Saved entries
**********

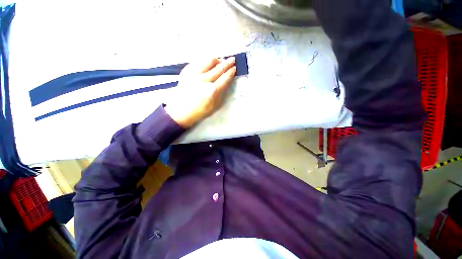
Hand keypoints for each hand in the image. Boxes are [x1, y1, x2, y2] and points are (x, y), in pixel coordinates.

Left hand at [165, 57, 235, 127]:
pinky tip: (209, 63)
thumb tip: (226, 81)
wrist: (181, 110)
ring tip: (220, 61)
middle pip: (218, 68)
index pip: (224, 78)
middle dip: (227, 63)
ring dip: (217, 60)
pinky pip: (198, 61)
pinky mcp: (186, 71)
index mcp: (212, 91)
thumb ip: (221, 93)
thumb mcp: (215, 105)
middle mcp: (203, 80)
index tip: (234, 68)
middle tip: (232, 59)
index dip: (230, 72)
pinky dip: (206, 61)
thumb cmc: (200, 110)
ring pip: (208, 61)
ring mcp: (194, 74)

**********

Exercise brief | Give back the entries verbatim but drop every picture.

Written answer |
Hand keypoints for each hand in the image. Boxes are [x1, y1, x2, y2] and points are (x, y), in pixel coordinates.

Left hand at [165, 57, 235, 127]:
pinky tip: (209, 63)
thumb tip: (226, 81)
wrist: (181, 110)
ring tip: (220, 61)
middle pip: (218, 68)
index pip: (224, 78)
middle dip: (227, 63)
ring dip: (217, 60)
pinky pip: (198, 61)
pinky mcp: (186, 71)
index mcp: (212, 91)
thumb ip: (221, 93)
thumb mcp: (215, 105)
middle mcp: (203, 80)
index tip: (234, 68)
middle tip: (232, 59)
index dip: (230, 72)
pinky dip: (206, 61)
thumb cmc: (200, 110)
ring pip: (208, 61)
ring mcp: (194, 74)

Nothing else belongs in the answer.